当前位置:
X-MOL 学术
›
Acta Astronaut.
›
论文详情
Our official English website, www.x-mol.net, welcomes your
feedback! (Note: you will need to create a separate account there.)
Robust solar sail trajectories using proximal policy optimization
Acta Astronautica ( IF 3.1 ) Pub Date : 2024-11-09 , DOI: 10.1016/j.actaastro.2024.10.065 Christian Bianchi, Lorenzo Niccolai, Giovanni Mengali
Acta Astronautica ( IF 3.1 ) Pub Date : 2024-11-09 , DOI: 10.1016/j.actaastro.2024.10.065 Christian Bianchi, Lorenzo Niccolai, Giovanni Mengali
Reinforcement learning is used to design minimum-time trajectories of solar sails subject to the typical sources of uncertainty associated with such a propulsion system, i.e., inaccurate knowledge of the sail’s optical properties and the presence of wrinkles on the sail membrane. A proximal policy optimization (PPO) algorithm is used to train the agent and derive the control policy that associates the optimal sail attitude with each dynamic state. First, the agent is trained assuming deterministic unperturbed dynamics, and the results are compared with optimal solutions found by an indirect optimization method, thus demonstrating the effectiveness of this approach. Next, two stochastic scenarios are analysed.
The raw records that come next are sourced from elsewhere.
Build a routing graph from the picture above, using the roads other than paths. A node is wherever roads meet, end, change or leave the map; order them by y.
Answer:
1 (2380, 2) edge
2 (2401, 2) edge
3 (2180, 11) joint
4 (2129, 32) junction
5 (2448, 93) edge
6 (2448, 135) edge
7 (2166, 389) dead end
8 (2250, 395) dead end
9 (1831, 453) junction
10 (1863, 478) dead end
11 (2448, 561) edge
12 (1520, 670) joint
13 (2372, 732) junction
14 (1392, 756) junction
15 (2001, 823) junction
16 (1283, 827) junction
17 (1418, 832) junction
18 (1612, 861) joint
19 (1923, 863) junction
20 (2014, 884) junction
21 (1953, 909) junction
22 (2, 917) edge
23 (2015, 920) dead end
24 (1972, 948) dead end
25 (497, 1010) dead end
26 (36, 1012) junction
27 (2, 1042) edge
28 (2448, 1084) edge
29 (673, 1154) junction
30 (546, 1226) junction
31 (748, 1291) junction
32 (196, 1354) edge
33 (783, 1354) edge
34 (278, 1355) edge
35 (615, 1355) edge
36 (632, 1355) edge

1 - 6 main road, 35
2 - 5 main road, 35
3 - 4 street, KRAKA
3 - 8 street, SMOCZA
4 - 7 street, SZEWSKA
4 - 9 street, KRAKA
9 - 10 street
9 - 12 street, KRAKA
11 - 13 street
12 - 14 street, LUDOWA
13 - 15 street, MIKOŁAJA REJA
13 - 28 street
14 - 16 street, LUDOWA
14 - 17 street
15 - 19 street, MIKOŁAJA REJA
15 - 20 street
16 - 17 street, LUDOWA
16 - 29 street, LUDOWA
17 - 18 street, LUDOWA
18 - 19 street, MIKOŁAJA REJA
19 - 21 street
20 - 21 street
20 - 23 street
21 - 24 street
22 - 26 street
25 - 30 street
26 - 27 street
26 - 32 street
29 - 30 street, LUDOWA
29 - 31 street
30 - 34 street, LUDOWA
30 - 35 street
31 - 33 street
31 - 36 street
In the first, the optical coefficients of the sail are assumed to be random variables with Gaussian distribution, which leads to random variations in the sail characteristic acceleration. In the second scenario, wrinkles on the sail membrane are taken into account, resulting in a misalignment of the thrust vector with respect to a perfectly smooth surface. Both phenomena are modelled based on experimental measurements available in the literature in order to perform realistic analyses. In the stochastic scenarios, Monte Carlo simulations are performed using the trained policies, demonstrating that the reinforcement learning approach is capable of finding near time-optimal solutions, while also being robust to the sources of uncertainty considered.
中文翻译:
使用近端策略优化的稳健太阳能帆轨迹
强化学习用于设计太阳帆的最短时间轨迹,这些轨迹受制于与这种推进系统相关的典型不确定性来源,即对帆的光学特性的不准确了解和帆膜上存在皱纹。近端策略优化 (PPO) 算法用于训练代理并推导出将最佳航行姿态与每个动态状态相关联的控制策略。首先,假设确定性无扰动动力学对代理进行训练,并将结果与间接优化方法找到的最优解决方案进行比较,从而证明这种方法的有效性。接下来,分析两种随机场景。在第一种情况下,假设帆的光学系数是具有高斯分布的随机变量,这导致帆特征加速度的随机变化。在第二种情况下,考虑了帆膜上的皱纹,导致推力矢量相对于完美光滑的表面错位。这两种现象都是根据文献中提供的实验测量结果建模的,以便进行真实的分析。在随机场景中,使用经过训练的策略执行蒙特卡洛模拟,这表明强化学习方法能够找到接近时间最优的解决方案,同时对所考虑的不确定性来源也具有鲁棒性。
更新日期:2024-11-09
中文翻译:
使用近端策略优化的稳健太阳能帆轨迹
强化学习用于设计太阳帆的最短时间轨迹,这些轨迹受制于与这种推进系统相关的典型不确定性来源,即对帆的光学特性的不准确了解和帆膜上存在皱纹。近端策略优化 (PPO) 算法用于训练代理并推导出将最佳航行姿态与每个动态状态相关联的控制策略。首先,假设确定性无扰动动力学对代理进行训练,并将结果与间接优化方法找到的最优解决方案进行比较,从而证明这种方法的有效性。接下来,分析两种随机场景。在第一种情况下,假设帆的光学系数是具有高斯分布的随机变量,这导致帆特征加速度的随机变化。在第二种情况下,考虑了帆膜上的皱纹,导致推力矢量相对于完美光滑的表面错位。这两种现象都是根据文献中提供的实验测量结果建模的,以便进行真实的分析。在随机场景中,使用经过训练的策略执行蒙特卡洛模拟,这表明强化学习方法能够找到接近时间最优的解决方案,同时对所考虑的不确定性来源也具有鲁棒性。